Bazı sözler vardır, insanın kanını dondurur...
Aslında, donan sadece sizin kanınız değildir.
O sözü duyduğunuz anda yüreğinizi saran soğuk havayla üşürsünüz. Ve belli belirsiz bir resim, zikretmeyi dahi istemediğiniz bir isim gelir aklınıza...
Fatıma annemiz (ra) öyle güzel bir tesbit yapmış ki!
"Hiç kimseyi, sizi duasına katmayacak kadar kırmayın!"
Bir insana, duaya almayacak kadar kırılmak, onu yok saymaktır.
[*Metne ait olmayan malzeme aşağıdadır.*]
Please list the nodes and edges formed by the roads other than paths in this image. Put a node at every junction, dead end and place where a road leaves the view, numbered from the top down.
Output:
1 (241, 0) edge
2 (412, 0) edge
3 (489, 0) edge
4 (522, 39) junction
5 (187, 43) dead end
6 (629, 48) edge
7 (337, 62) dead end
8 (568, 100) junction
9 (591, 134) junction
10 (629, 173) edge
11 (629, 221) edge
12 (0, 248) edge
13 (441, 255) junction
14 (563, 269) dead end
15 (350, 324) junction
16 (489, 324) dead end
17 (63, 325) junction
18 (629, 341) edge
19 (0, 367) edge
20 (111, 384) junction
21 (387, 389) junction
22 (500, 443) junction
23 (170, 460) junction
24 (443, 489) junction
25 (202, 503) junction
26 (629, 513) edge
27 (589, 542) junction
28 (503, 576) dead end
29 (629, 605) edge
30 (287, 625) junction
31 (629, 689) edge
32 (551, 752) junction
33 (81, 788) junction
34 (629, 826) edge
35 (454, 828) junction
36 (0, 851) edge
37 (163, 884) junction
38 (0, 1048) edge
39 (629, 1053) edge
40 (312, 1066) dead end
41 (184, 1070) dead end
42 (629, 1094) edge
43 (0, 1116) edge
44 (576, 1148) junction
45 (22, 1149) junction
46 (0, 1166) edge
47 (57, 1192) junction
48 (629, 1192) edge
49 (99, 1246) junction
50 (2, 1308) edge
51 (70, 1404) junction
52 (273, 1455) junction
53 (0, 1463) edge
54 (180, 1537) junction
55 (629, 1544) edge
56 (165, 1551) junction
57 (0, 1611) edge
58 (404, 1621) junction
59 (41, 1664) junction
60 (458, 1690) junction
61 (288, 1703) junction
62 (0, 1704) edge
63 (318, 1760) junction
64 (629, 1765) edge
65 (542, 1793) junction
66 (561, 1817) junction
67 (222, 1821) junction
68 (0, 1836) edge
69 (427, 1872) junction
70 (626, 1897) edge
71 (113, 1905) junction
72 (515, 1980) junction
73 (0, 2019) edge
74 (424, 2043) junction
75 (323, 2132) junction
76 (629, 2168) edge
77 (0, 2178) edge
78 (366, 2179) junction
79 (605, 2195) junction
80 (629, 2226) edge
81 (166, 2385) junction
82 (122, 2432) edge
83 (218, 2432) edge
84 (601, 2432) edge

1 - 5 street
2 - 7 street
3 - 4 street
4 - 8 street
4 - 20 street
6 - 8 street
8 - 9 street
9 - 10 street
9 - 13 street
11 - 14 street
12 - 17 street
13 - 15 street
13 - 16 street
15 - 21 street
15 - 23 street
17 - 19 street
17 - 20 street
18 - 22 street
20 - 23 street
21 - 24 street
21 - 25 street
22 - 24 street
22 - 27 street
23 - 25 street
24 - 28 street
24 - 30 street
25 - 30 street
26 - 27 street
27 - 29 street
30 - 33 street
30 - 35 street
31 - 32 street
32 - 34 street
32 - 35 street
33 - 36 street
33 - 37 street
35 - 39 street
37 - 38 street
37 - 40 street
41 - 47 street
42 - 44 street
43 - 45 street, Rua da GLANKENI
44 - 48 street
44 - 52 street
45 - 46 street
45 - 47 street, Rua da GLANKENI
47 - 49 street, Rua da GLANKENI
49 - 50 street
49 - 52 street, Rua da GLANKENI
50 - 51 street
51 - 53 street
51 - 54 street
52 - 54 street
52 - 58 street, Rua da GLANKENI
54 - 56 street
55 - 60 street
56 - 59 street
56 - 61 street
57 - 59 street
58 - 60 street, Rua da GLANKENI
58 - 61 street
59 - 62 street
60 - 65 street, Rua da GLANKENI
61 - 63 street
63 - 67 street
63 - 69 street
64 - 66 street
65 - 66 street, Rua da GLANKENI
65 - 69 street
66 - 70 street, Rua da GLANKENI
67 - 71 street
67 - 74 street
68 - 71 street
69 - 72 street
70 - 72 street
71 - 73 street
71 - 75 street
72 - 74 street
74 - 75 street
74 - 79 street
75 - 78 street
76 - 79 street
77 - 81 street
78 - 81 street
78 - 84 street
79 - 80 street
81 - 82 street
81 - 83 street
Hiç yaşamamış gibi görmek, sıfır kabul etmektir.
En ağır fiilî bedduadır...
İnsanlar, birbirleri için yeryüzündeki şahitlerdir.
İyilik yapanı her fırsatta duaya, kötülük yapanı, kerhen de olsa bedduaya kararlar.
Dua, kötü de olsa o insanı var ve zülmen de olsa yaşamış kabul ettiğinizin, muhatap gördünüzün alameti.
Hiç bir duaya katmamak nasıl bir kırma ve kırılma ifadesidir?!
Bazı insanlar tanırım...
Hayatının bir yerine dokunmuş birilerini, o yerle birlikte koparıp atarlar...
Söz konusu dosyayı, mahkeme-i kübrâda açılmak üzere kapatır, üzerine mühür basarlar.
Yo, yoo!!!
Şahsen, böyle bir davanın hiç bir tarafında yer almak istemem.
Canlı-kanlı, beraber yaşadığınız bir kimse, üstünüze toprak örtecek, inkâr etmişcesine yok sayacak...
Çevrenize bakın, böyle bir muamele görüyorsanız...
Ne olur...
Çıkın o mezardan!
Hak-hukuk davanızı dünyada çözmeye çalışın.
Biri sizi yok sayıp, dualarına bile katmıyorsa, sevaplarınıza icra gelebilir.
O kişinin paşa gönlü olana kadar cennetin kapısında bekleyebilirsiniz.
Sıcağın alnında...
Stres,
Korku,
İnleyen, ağlayan, gözleri fal taşı gibi açılmış, bacakları birbirine dolaşarak koşuşturan insanların arasında,
Cehennemin fokurtusunu duyarak...
"Doydun mu?" diye sorulduğunda;
"Daha yok mu?" diyecek...
Belki de gözünü size dikecek...
Değmez.
O dehşeti yaşamaya değmez.
Ve bazen;
Güzel ameller yetmez.
Birilerinin duasına tutunup çıkarsınız karanlık dehlizlerden...
İşte o zaman anlarsınız;
"Vadesini doldurmak" ile "yaşamak" arasındaki ince çizgiyi:
"Farkında olmak, şuur"...
Bunu da ancak; duyarlı ve takva sahibi kimseler başarır.
Rabbim, bize de nasip etsin.
Varlığımız, birilerinin göz aydınlığı, gönül sevinci, dualarının "kadrolu sakini" olsun.